Whether you’re a seasoned TARDIS traveller or an occasional time-hopper, here are the books to read if you want to see all of time and space.

Doctor Who books

The Doctor is back – with a new face, a new companion, and brand-new adventures. The hit show returns to BBC1 on Saturday 11th May for the first series of a new era, with Ncuti Gatwa and Millie Gibson taking over the reins of the TARDIS as the Fifteenth Doctor and companion Ruby Sunday, respectively.

Doctor Who has been entertaining the world for over 60 years, its continual renewal (or, more accurately, regeneration) bringing adventure and wonder to viewers of all ages.
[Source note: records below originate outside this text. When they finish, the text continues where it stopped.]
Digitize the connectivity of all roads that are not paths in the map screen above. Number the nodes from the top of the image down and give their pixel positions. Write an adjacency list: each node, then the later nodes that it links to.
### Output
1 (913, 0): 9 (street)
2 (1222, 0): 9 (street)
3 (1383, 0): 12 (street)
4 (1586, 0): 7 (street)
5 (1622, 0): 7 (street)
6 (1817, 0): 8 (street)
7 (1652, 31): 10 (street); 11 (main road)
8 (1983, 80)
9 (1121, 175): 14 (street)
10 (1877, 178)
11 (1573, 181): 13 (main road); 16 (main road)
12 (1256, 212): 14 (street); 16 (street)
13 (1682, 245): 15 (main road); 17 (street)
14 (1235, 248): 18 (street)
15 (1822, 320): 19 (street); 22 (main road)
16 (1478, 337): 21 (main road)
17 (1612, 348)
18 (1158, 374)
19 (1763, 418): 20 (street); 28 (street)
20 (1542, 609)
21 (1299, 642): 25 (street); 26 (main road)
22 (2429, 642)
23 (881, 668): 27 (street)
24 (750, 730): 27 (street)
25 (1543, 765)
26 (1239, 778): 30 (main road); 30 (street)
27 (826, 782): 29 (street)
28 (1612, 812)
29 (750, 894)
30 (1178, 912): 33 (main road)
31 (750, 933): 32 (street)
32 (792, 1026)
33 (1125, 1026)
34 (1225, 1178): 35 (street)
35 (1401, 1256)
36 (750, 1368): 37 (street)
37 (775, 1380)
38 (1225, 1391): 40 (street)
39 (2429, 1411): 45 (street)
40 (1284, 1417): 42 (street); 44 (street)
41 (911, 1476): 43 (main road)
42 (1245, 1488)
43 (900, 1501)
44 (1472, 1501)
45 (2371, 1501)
And the adventures aren’t confined to our TV screens. The Doctor’s universe is vast, complicated and exciting – and there are plenty of novels about our favourite Time Lord to get lost in. Or, if you’re more of a fact and trivia fan, you can dive into a range of non-fiction books exploring the Whoniverse. There are also a fair few classic science-fiction books that have inspired the show's storylines, which will have you feeling like a time-travelling pro.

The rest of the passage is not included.